(Stored data)
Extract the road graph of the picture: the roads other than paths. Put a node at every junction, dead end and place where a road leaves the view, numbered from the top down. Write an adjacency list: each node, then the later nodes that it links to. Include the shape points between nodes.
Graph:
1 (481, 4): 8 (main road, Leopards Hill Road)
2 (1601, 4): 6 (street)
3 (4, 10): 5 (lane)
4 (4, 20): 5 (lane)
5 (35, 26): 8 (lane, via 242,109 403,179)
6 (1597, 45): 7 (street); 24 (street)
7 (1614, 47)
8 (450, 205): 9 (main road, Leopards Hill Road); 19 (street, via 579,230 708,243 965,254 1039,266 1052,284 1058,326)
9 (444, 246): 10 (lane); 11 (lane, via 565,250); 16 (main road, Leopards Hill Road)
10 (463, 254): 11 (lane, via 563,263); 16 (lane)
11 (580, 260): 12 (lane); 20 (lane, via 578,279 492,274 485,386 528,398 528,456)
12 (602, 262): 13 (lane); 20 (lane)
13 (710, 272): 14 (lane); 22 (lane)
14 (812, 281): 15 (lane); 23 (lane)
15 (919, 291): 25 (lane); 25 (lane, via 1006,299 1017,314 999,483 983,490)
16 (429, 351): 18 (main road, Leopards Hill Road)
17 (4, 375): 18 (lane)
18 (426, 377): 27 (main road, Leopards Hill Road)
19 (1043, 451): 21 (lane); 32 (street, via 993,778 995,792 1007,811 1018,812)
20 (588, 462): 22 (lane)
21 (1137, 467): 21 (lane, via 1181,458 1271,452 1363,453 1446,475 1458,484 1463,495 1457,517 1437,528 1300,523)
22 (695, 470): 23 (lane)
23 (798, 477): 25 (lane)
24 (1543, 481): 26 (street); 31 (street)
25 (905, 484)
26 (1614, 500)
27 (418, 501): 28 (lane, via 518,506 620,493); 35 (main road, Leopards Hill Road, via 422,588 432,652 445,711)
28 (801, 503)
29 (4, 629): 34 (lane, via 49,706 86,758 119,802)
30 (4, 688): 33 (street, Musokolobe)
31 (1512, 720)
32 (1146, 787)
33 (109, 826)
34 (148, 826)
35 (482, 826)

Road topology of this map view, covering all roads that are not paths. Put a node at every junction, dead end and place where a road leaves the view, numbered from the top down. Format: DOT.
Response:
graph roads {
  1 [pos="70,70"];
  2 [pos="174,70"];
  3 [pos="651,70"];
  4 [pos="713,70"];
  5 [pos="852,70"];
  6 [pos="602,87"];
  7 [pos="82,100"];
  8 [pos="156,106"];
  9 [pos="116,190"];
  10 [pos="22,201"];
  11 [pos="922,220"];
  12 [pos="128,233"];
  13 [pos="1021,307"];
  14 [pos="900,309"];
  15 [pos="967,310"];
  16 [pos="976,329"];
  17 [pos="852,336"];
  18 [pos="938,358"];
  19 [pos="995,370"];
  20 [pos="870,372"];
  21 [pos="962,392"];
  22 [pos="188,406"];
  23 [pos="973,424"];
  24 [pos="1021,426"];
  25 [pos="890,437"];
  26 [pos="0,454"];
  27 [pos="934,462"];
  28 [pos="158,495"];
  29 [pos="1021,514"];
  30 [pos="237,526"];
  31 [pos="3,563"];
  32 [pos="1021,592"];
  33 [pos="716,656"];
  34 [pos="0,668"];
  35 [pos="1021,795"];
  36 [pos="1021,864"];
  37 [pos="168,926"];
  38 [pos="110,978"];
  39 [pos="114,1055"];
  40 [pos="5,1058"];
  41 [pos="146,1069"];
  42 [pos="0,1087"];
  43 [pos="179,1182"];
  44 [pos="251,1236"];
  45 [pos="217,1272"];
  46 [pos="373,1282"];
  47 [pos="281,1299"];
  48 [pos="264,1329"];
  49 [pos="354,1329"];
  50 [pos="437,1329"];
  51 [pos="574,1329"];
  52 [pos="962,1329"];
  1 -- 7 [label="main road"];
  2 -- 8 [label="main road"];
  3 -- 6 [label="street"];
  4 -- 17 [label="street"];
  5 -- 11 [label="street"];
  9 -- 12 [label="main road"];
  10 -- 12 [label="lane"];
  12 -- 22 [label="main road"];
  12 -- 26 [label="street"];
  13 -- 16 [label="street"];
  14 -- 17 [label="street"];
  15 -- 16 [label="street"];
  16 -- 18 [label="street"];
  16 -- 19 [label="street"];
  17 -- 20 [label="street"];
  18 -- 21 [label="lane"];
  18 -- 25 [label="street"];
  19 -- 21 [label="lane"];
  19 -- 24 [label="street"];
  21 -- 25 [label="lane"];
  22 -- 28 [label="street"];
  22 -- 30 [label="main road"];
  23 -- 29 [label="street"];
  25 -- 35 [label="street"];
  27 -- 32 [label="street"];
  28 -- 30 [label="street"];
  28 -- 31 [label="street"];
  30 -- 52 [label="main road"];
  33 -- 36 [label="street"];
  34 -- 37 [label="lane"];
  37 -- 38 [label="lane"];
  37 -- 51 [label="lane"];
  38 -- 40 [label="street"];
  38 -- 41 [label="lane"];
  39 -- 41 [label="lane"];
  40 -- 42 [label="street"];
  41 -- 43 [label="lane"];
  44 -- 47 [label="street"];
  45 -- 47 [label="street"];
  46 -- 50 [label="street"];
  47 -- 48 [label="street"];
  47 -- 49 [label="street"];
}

» Exercise directions:
How many lines in the data contain the string "every"? Respond with the number only.

» Expected answer:
2